#503 closed Bug / Defect (notabug)
iOS app sending OCC_EXIT, server process terminated
Reported by: | ratiox | Owned by: | |
---|---|---|---|
Priority: | major | Milestone: | |
Component: | Generic / unclassified | Version: | OpenVPN git master branch (Community Ed) |
Severity: | Not set (select this one, unless your'e a OpenVPN developer) | Keywords: | iOS App OCC_EXIT SIGTERM |
Cc: |
Description
Hi,
not sure, if this is the right place for this bug report, since it is related to both iOS App and the "regular" openvpn software.
Problem:
iOS App sends OCC_EXIT message when disconneting from server. Server proccess is terminating. iOS client cannot reconnect.
Software Version:
iOS App: 1.0.5 build 177 on iOS 64-bit
OpenVPN server: 2.1.x, 2.2.x, 2.3.x
Solution:
iOS App should not send OCC_EXIT message on disconnects. OpenVPN software should have an option to ignore OCC_EXIT message or to reinterpret it as something, that results in SIGUSR1 instead of SIGTERM.

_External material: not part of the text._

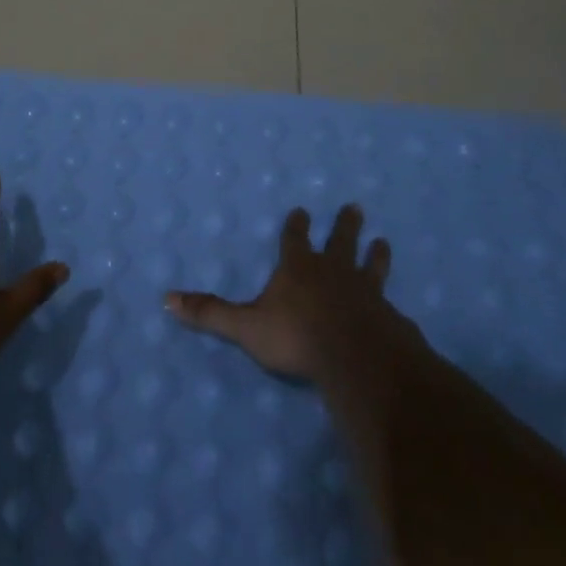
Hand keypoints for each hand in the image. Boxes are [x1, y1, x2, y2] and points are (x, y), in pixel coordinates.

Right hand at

Problem and workaround are documented here:
https://forums.openvpn.net/topic17423.html
Thank you!
Martin
Change History (3)
comment:1 Changed 9 years ago by
Resolution: | → notabug |
---|---|
Status: | new → closed |
comment:2 Changed 8 months ago by
I would like to add that the suggested workaround (adding "mode server") conflicts with the usage of "secret /path/to/static.key".
I now have a workaround with systemd restarting the service unit. I added Restart=on-success in an override.conf.
comment:3 Changed 7 months ago by
--secret
is something which is heavily discouraged, as it's not secure enough for today's standards, and it will no longer be supported in 2.7.x
This said, this ticket was originally about the iOS client, which does not support --secret
at all (and never will).
As you found out in the forum thread, having the server actually run as server by specifying
"mode server"
in the server config will avoid it ending when the client disconnects (=sending an OCC_EXIT in UDP mode if "explicit-exit-notify" is active).
So while one could add extra options, I think the workaround is good enough given the already-overwhelming number of special-case options we have to maintain.